- UK/European cover of "Gypsy Roadhog".

Single by Slade

from the album Whatever Happened to Slade
- B-side: "Forest Full of Needles"
- Released: 21 January 1977
- Genre: Glam rock, hard rock
- Length: 3:20
- Label: Barn
- Songwriter(s): Noddy Holder, Jim Lea
- Producer(s): Chas Chandler

Slade singles chronology
| "Nobody's Fool" (1976) | "Gypsy Roadhog" (1977) | "Burning in the Heat of Love" (1977) |

Audio sample
- file; help;

Alternative Cover
- Belgian cover of "Gypsy Roadhog".

= Gypsy Roadhog =

"Gypsy Roadhog" is a song by the British rock band Slade, released on 21 January 1977 as the only single from the band's seventh studio album, Whatever Happened to Slade. It was written by lead vocalist Noddy Holder and bassist Jim Lea, and produced by Chas Chandler. It reached No. 48 in the UK.

==Background==
Having returned from the US in late 1976, Slade found the UK music business much changed from when they had left in 1975 to try and crack the American market. Punk rock had exploded to become the dominant influence on youth culture and the music press. Upon their return, the band began recording their new album Whatever Happened to Slade, and in January 1977, "Gypsy Roadhog" was released as the lead single. After performing the song on the children's television show Blue Peter, complaints about the song's lyrics saw the song largely removed from the Radio 1 playlist. As a result, the single stalled at No. 48, and remained in the charts for only two weeks. Whatever Happened to Slade was released in March but failed to chart.

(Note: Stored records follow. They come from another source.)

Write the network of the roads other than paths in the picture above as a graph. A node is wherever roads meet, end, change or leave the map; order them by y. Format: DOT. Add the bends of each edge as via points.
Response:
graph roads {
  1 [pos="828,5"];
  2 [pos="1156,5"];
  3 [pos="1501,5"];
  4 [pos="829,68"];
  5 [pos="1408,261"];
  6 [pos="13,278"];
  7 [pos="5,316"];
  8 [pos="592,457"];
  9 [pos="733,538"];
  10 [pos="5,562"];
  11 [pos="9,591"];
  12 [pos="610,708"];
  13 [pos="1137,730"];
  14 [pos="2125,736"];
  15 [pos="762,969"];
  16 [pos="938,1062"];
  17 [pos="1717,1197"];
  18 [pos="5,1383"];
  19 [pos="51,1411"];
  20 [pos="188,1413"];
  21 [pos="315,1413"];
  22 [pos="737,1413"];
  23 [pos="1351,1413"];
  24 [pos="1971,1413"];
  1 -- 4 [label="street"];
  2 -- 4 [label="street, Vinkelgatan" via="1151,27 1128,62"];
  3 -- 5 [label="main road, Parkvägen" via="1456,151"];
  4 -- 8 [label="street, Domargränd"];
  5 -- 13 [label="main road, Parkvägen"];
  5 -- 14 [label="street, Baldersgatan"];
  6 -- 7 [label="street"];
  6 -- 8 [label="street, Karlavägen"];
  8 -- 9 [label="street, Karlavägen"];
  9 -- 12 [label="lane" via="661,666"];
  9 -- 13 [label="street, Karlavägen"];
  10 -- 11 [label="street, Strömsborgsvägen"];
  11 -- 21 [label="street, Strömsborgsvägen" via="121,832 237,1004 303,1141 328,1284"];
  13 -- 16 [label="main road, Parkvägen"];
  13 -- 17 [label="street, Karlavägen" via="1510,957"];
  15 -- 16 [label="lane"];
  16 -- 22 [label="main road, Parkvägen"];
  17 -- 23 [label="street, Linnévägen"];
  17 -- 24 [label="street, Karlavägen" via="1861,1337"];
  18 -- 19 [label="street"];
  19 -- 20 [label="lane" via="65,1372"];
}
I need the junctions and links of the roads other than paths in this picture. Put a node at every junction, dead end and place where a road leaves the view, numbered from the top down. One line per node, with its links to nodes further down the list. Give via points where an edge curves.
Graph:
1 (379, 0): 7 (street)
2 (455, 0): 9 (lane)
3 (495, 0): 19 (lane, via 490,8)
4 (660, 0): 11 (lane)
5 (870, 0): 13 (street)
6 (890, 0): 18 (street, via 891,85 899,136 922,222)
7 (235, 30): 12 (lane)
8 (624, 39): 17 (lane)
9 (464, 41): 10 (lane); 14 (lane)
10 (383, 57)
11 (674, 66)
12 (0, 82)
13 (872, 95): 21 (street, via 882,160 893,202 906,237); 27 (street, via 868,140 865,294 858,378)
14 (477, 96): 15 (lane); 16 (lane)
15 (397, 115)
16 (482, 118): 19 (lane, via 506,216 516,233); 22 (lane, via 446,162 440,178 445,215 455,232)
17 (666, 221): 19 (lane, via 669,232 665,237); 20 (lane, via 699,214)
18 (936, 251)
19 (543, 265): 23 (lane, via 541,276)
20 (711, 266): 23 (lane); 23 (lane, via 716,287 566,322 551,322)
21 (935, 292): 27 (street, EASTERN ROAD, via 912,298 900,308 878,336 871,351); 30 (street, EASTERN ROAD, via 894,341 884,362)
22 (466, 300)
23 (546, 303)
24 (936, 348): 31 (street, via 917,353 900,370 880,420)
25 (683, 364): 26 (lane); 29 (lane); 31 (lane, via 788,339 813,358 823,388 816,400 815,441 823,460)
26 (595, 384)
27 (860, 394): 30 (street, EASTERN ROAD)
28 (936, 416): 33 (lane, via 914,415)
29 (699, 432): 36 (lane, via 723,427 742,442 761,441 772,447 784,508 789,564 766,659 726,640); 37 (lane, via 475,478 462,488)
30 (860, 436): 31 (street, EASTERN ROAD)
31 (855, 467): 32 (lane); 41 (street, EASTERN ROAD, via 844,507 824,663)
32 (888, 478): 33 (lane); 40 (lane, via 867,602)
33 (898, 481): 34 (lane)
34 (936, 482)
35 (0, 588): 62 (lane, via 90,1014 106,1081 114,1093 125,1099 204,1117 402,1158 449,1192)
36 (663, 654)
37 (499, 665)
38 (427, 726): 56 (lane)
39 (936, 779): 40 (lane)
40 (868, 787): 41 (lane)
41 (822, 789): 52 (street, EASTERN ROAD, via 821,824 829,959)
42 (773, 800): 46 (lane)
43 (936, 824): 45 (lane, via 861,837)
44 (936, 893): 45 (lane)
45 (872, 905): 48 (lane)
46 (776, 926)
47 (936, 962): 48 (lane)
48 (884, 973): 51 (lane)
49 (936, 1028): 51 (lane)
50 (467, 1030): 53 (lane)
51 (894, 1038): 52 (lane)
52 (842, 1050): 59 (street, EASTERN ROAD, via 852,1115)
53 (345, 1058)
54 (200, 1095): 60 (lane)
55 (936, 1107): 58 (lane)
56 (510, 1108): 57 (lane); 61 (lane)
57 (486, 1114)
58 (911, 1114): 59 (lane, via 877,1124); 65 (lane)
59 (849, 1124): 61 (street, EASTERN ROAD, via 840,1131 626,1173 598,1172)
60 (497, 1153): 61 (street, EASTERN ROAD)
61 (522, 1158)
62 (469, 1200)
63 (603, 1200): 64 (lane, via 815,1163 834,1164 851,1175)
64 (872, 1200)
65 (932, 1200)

The song's lyrics depicted the tale of a cocaine dealer in America. In a 1989 interview on Sky by Day, Holder recalled the song and its banning: "The song was all about a cocaine dealer in America, but it was actually an anti-drug song. The next day in all the newspapers, Keith Richards had just been arrested for cocaine and there's all things in the paper about using silver spoons and everything. Blue Peter went berserk when they found out the song was about cocaine, 'cause it had already gone out then. Radio One banned the record and it sank without a trace."

==Release==
"Gypsy Roadhog" was released on 7" vinyl by Barn Records in the UK, Ireland, Belgium and Germany. It was the first Slade single to be released on Barn Records, which was owned by the band's manager Chas Chandler, with distribution and marketing by Polydor Records. The B-side, "Forest Full of Needles", was exclusive to the single and would later appear on the band's 2007 compilation B-Sides.

==Promotion==
The band performed the song on Top of the Pops, Supersonic and also Blue Peter. In a 1986 fan club interview, Lea recalled that the BBC demanded Slade alter the words for the performance of the song on the show. Despite the change of lyrics, complaints were still received and the single received little play on Radio 1. The band's performance on Top of the Pops would not surface again until January 2012 when it was fully played on BBC4.

==Critical reception==
Upon its release, Anna Knop of the Dalkeith Advertiser commented that Slade had returned "in fine storming style" with the single, which "seems to mix the best of the old Slade with the best of the new". Barbara Carthorse of Record Mirror awarded "Gypsy Roadhog" a three out of five rating and wrote, "Slade return to the fold and just as if there had been no musical progression in the last two years. They could be in the same league as Quo if they tidied up their sound." Caroline Coon of Melody Maker believed that the band would reach the "top 30, if they're lucky" and added how the song was reminiscent of the band's past work, noting, "I do seem to recall having heard this song, or something awfully similar, once before at least".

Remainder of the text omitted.